His junior season didn’t go exactly as scripted, though. Jarrett Stidham had an up-and-down season, and his draft stock has been all over the place, consequently. He’s polarizing in the Twitter Draft realm with many draftniks either loving or hating him. I predict that he’ll go in the third round, but I could see the need for the position pushing him into the second round.

In a lot of ways, I would compare Jarrett Stidham to Ryan Tannehill. With that being said, he’s a poor man’s Tannehill. He’s not as athletic and I wouldn’t put his arm strength or accuracy on the same level, but there are comparisons that can be drawn.

Jarrett Stidham Mini-Report

He has some starter qualities, and he’s very raw in that regard. He also did not get a lot of help from his receivers during the 2018 season. I saw a lot of dropped passes that should’ve been “gimmes”. Jarrett Stidham has a moderately high ceiling, I would say. He’s extremely rough around the edges, but I can see him becoming successful in the NFL; it’ll come with many growing pains, albeit.
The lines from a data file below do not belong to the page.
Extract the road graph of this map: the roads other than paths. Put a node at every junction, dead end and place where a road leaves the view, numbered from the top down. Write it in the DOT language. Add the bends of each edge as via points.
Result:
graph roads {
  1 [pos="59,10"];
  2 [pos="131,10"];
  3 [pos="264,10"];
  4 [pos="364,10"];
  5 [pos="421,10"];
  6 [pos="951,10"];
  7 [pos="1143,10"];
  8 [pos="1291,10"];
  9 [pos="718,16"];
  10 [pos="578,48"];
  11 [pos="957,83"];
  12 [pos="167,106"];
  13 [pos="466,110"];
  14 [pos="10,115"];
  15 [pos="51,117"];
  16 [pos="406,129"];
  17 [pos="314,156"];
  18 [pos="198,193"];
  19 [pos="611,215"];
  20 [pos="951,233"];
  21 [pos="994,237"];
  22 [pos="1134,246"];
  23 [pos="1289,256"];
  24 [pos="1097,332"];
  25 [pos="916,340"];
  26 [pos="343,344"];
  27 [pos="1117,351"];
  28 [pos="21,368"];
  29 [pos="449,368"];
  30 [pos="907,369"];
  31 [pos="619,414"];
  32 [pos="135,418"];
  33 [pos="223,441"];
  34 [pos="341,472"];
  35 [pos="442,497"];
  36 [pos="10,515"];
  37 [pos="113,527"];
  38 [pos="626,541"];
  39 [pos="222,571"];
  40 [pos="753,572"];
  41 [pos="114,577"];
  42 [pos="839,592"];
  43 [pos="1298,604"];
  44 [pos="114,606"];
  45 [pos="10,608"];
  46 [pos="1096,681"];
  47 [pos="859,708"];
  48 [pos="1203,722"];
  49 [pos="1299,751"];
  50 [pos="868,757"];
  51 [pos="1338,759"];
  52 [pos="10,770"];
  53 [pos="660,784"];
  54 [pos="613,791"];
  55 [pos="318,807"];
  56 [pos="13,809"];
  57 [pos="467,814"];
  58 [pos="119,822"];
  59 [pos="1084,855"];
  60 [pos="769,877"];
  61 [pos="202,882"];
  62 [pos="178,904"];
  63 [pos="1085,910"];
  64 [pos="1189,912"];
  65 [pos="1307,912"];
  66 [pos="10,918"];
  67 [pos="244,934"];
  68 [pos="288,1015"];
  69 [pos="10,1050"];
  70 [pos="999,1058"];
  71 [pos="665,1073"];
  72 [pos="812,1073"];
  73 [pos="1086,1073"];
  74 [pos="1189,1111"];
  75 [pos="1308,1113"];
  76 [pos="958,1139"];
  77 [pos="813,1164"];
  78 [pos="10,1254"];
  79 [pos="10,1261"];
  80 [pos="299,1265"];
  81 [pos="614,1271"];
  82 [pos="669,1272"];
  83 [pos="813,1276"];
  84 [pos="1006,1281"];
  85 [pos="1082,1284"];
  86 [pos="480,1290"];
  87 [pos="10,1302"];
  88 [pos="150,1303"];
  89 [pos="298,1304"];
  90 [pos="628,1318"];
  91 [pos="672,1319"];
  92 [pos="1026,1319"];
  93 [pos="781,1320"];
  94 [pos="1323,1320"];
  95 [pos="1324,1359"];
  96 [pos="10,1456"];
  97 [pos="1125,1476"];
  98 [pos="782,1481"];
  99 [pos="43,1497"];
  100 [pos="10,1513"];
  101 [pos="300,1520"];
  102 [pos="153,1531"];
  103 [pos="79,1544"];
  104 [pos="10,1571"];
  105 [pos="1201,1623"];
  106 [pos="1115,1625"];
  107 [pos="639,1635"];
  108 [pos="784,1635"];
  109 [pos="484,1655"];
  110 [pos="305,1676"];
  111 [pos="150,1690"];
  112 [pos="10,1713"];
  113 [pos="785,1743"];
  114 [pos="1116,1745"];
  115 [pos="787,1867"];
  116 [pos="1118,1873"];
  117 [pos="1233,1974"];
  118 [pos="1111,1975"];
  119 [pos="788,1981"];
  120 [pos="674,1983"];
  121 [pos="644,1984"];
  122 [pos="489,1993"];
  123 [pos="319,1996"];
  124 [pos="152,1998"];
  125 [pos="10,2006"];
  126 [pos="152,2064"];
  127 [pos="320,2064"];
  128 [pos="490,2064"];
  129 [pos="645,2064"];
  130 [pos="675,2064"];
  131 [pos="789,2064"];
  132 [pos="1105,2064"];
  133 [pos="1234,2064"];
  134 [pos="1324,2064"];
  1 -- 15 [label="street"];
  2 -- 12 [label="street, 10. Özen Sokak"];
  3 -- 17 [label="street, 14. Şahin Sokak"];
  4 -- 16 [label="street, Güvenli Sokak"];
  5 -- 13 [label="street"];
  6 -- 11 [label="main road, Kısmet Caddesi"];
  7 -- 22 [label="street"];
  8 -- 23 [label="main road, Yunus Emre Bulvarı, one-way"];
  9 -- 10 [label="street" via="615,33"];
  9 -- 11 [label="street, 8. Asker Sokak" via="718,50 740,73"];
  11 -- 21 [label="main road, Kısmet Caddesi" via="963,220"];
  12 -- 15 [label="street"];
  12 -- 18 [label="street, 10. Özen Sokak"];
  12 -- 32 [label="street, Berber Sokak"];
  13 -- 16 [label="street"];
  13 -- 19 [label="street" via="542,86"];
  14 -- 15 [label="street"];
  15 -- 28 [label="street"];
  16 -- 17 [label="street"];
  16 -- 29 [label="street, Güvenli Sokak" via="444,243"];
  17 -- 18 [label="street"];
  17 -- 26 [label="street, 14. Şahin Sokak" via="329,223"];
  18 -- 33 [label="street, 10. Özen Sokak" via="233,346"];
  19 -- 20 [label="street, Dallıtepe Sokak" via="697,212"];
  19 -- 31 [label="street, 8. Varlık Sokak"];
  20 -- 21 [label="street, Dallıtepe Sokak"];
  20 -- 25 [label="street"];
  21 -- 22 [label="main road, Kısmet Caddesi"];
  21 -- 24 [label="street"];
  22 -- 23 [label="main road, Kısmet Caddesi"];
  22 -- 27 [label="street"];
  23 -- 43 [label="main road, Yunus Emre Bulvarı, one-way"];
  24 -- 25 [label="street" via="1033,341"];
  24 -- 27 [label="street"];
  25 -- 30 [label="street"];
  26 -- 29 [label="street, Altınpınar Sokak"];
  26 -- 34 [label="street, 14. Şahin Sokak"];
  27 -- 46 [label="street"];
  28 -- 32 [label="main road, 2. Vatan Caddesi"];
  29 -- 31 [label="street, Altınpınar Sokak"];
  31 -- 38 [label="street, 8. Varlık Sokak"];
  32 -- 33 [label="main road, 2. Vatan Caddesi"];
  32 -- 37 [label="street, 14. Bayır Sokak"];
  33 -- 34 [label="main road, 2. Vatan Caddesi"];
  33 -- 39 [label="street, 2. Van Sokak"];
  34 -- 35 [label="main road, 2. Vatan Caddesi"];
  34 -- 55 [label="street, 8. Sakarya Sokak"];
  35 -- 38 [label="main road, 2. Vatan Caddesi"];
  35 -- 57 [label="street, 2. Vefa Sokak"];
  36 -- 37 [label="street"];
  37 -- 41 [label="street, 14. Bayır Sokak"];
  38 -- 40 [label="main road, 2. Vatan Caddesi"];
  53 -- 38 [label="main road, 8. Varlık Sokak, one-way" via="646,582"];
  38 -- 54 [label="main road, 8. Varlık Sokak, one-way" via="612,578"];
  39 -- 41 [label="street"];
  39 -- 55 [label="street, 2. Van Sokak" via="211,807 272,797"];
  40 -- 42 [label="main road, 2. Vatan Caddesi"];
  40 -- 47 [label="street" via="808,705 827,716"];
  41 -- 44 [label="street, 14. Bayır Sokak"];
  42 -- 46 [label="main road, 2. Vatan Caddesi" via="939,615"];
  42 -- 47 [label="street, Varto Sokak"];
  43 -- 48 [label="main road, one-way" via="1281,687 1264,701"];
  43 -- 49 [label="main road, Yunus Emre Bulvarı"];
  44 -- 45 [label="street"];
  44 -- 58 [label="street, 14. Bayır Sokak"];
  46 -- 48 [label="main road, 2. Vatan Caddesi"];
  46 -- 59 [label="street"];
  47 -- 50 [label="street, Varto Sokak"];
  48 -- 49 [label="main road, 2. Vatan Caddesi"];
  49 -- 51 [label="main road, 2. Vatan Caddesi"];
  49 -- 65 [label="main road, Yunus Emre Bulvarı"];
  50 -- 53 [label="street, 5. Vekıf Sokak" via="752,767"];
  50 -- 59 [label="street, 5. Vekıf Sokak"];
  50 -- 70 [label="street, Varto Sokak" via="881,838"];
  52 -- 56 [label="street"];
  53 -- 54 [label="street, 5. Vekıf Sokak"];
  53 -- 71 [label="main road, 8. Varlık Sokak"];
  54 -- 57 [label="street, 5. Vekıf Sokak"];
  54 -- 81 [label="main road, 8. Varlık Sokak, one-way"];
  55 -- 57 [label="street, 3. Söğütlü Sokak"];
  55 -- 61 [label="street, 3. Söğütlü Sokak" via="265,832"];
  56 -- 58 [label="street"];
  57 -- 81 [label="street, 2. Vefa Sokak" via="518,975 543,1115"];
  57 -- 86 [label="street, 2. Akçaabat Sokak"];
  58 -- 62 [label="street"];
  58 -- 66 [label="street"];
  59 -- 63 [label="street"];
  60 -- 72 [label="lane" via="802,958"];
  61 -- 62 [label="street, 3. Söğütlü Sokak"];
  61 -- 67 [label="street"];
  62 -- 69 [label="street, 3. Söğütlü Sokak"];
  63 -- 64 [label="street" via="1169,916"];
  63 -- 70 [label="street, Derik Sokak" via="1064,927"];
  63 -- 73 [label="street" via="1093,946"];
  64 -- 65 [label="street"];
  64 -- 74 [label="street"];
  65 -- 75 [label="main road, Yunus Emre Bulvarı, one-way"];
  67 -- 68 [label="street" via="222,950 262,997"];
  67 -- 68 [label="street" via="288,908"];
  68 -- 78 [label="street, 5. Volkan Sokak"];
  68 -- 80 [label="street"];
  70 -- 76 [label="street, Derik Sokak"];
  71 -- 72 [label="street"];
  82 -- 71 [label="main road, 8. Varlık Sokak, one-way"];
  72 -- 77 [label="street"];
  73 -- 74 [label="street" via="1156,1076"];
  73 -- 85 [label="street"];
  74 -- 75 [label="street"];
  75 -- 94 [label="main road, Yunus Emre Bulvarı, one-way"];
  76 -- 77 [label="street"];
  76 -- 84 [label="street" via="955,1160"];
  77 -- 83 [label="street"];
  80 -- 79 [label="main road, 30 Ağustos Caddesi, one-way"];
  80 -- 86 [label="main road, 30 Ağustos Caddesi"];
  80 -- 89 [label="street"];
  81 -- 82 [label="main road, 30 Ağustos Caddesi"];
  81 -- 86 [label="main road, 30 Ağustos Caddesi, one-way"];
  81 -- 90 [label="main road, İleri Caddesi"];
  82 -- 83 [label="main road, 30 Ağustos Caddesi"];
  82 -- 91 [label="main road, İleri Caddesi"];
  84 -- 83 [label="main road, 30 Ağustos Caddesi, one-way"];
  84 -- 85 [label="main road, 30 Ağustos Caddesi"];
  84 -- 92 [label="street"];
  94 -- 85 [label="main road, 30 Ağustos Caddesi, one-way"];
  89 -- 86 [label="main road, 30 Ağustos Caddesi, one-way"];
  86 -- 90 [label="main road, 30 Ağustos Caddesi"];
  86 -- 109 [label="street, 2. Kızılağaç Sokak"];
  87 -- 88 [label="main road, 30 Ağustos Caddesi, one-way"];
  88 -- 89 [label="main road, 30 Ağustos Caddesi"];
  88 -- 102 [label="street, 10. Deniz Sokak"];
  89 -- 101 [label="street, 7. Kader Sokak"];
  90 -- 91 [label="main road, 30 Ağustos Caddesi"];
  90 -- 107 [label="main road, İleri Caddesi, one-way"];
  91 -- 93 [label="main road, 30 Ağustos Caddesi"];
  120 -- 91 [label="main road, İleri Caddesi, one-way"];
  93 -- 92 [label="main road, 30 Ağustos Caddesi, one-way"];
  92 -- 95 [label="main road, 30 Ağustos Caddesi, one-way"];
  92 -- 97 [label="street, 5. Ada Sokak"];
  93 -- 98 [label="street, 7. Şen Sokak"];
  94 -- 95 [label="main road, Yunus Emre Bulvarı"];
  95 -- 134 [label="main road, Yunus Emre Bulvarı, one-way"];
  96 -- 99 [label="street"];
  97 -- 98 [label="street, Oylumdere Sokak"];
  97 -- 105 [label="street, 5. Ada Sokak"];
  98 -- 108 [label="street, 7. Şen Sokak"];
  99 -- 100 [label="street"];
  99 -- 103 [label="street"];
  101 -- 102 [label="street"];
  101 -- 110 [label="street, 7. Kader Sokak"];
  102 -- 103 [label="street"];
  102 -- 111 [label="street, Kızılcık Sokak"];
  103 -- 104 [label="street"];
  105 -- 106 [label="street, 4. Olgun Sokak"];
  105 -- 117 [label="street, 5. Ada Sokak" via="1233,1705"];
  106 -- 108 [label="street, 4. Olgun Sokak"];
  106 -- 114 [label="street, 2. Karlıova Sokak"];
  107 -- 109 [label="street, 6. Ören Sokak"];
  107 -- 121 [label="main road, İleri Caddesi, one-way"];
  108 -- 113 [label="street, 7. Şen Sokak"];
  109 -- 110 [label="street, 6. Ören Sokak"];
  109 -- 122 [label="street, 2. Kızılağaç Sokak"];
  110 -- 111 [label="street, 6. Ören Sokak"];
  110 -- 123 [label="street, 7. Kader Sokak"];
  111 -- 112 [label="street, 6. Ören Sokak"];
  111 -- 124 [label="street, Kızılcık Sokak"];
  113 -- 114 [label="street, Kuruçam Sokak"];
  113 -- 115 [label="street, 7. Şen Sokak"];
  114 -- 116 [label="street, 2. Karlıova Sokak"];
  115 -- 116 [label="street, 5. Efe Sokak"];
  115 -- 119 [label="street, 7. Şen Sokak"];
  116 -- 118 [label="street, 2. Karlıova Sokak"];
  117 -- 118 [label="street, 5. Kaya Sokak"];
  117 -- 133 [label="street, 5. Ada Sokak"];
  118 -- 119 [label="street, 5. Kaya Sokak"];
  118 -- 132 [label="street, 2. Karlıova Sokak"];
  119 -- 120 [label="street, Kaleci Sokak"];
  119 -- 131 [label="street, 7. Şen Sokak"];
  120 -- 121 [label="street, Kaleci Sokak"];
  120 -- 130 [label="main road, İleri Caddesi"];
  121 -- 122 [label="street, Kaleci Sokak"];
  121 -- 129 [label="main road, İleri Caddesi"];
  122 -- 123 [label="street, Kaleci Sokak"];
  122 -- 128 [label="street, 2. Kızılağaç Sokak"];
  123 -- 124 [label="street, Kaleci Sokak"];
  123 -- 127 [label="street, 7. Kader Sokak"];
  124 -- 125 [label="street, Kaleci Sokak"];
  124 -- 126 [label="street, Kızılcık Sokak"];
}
He also has some accuracy issues from a lot of the film I’ve watched of him. He’ll make some unbelievable down-the-field bombs, but also make some passes that are too high, too inside or too outside. Many passes were underthrown and I saw plays where WRs had to turn and play some defense. The accuracy is a roller coaster, and that’s something that is hard to improve at the next level; accuracy is more a God-given ability than it is a teachable skill.

Something else that I wasn’t wild about was how Stidham reacted to chaos and pressure. When the line collapsed, I saw some ugly escapes. Those ugly escapes will be ugly sacks in the NFL. I saw flashes of decent pocket presence, but like many of Stidham’s qualities, they were inconsistent.

That’s one of the best words I would use to describe Jarrett Stidham: inconsistent. Sometimes he’s good, sometimes he’s bad. Sometimes he’ll thread the needle for a 40-yard touchdown, sometimes he’ll undercut a route. But if the inconsistency is his biggest issue, which I believe it is, then I’m intrigued by his prospects at the next level with some next-level coaching.

At the End of the Day

So, if the Dolphins drafted Jarrett Stidham, it’d likely be on Day 2 and in the second round with the 48th pick. While the Dolphins are rebuilding, I could see them using a popular draft philosophy of taking a quarterback every year until one hits. If that’s the case, then Stidham could very well be a target if the Dolphins decide to address a bigger need or BPA with the 13th pick.

This could be a way for the Dolphins to hedge their bets while keeping an eye on the 2020 quarterbacks. Akin to the Redskins taking both RGIII and Kirk Cousins in the same draft in 2012, the Dolphins could take a flier on a mid-round quarterback and see what he could do in some games under the guidance of a veteran.

While I wouldn’t be upset by the pick, the Miami Dolphins would be wise to stay away from Jarrett Stidham, bottom line. I say that not because of Stidham’s shortcomings or upside but because of where the Miami Dolphins franchise finds itself.

If Jarrett Stidham goes out and has a decent showing in some live action during his rookie season, then that could affect the draft strategy regarding the 2020 class of quarterbacks.

I don’t want the Dolphins to keep waiting and waiting for someone to slowly develop as they did with Ryan Tannehill. Stidham is in a similar mold, looking at his tools and raw potential. I’m not sure how long it would take for Stidham develop, but I could see it turning into a situation where he takes a few steps forward every season.

Jarrett Stidham could be a quarterback that Chris Grier likes, but I would have a hard time believing that he’s a prospect that he would love–and that’s not what the Miami Dolphins need to right the ship.